[Stored data]

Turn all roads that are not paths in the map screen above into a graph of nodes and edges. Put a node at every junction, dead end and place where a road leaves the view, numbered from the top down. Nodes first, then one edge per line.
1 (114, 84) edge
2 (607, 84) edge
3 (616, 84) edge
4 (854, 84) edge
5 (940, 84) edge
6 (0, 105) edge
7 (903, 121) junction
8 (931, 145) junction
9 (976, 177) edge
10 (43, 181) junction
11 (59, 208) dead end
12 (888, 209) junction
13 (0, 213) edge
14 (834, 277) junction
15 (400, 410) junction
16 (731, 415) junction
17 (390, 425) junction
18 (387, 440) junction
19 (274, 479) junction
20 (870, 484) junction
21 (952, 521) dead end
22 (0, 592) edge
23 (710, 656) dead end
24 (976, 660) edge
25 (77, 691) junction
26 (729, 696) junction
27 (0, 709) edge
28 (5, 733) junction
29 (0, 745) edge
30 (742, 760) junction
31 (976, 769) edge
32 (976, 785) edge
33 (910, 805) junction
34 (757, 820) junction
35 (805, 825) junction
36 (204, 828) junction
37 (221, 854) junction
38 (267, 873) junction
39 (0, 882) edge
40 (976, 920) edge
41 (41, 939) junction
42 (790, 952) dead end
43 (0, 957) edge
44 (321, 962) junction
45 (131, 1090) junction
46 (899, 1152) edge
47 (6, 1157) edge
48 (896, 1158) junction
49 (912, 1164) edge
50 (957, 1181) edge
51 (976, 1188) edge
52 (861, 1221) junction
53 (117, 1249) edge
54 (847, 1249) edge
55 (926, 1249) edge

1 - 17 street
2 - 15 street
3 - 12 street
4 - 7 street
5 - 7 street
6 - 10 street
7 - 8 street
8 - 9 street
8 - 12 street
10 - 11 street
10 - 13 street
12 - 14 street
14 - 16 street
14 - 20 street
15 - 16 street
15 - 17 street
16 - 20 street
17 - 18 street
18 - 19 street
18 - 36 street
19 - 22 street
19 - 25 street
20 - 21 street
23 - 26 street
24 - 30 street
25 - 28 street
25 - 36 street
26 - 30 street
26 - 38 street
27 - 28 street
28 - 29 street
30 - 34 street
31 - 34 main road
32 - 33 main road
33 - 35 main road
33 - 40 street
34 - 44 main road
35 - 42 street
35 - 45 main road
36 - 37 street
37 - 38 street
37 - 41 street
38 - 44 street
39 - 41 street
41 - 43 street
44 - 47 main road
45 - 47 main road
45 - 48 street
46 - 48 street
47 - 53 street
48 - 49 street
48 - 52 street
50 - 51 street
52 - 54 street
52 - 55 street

#### What the task asks:
For each line above that carries the word "road", copy it out.

#### Solution for this problem:
Turn all roads that are not paths in the map screen above into a graph of nodes and edges. Put a node at every junction, dead end and place where a road leaves the view, numbered from the top down. Nodes first, then one edge per line.
31 - 34 main road
32 - 33 main road
33 - 35 main road
34 - 44 main road
35 - 45 main road
44 - 47 main road
45 - 47 main road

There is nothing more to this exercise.